Research has identified the use of an objective and research-based risk assessment instrument as a critical strategy for achieving pretrial justice. Pretrial risk assessment instruments should be proven through research to predict risk of failure to appear and danger to the community pending trial as well as equitably classify defendants regardless of their race, ethnicity, gender, or financial status. The results of the risk assessment instrument should be used to formulate a bail recommendation. The bail recommendation should include the least restrictive terms and conditions of bail that will reasonably assure that a defendant will appear for court and not present a danger to the community during the pretrial stage. Research has also identified bail recommendations that meet certain criteria as another critical practice for pretrial justice. Bail recommendations should be based on an explicit, objective, and consistent policy for identifying appropriate release conditions; be the least restrictive reasonably calculated to assure court appearance and community safety; and include financial terms of bail only when no other term will reasonably assure court appearance. Implementation of a research-based pretrial risk assessment instrument combined with an objective policy for bail recommendations is a pretrial services agency’s most significant step toward pretrial justice.

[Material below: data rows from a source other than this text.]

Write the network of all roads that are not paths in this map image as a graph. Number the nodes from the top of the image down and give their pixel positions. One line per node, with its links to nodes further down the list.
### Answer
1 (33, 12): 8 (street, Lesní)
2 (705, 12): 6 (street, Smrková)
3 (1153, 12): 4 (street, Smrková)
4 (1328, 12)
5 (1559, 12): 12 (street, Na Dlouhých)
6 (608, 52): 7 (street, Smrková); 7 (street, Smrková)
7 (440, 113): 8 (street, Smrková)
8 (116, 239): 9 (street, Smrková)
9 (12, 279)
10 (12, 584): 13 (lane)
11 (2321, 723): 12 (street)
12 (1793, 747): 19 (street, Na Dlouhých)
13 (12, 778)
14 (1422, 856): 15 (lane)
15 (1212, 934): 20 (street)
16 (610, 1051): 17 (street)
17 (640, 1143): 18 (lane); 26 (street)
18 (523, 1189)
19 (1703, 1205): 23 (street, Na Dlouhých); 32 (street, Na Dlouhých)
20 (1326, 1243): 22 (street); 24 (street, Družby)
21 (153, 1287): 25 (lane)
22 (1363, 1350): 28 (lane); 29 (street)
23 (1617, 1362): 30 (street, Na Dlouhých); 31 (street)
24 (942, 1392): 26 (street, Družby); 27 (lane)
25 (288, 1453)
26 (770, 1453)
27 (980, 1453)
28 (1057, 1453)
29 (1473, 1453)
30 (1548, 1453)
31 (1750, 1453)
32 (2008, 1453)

Minimal research exists that identifies practices and interventions during the pretrial stage that honor the legal rights of the accused and have been proven to effectively reduce the risk of pretrial failure (failure to appear and danger to the community pending trial). Significant research is available that is applicable during the post-conviction stage of the criminal justice system. We must recognize the significant distinctions between the pretrial and post-conviction stages, including the purpose of bail, the intended outcomes of the different risk assessments, and the legal rights afforded to defendants during the pretrial stage.

For these reasons we must invest significant human and financial resources to conduct vital research in the following areas:

  • refine existing pretrial specific legal and evidence-based practices,
  • identify new pretrial investigation and supervision practices and interventions that are consistent with the rights afforded to pretrial defendants and have proven effective in identifying and reducing the risk of pretrial failure, and
  • assess viability and conduct research when appropriate to determine the effectiveness of certain post-conviction evidence-based practices when applied to pretrial services.

Identifying and implementing legal and evidence-based practices that honor the legal and constitutional rights afforded to accused persons awaiting trial while protecting the community, maintaining the integrity of the judicial process, and assuring court appearance is the next pivotal step toward achieving pretrial justice.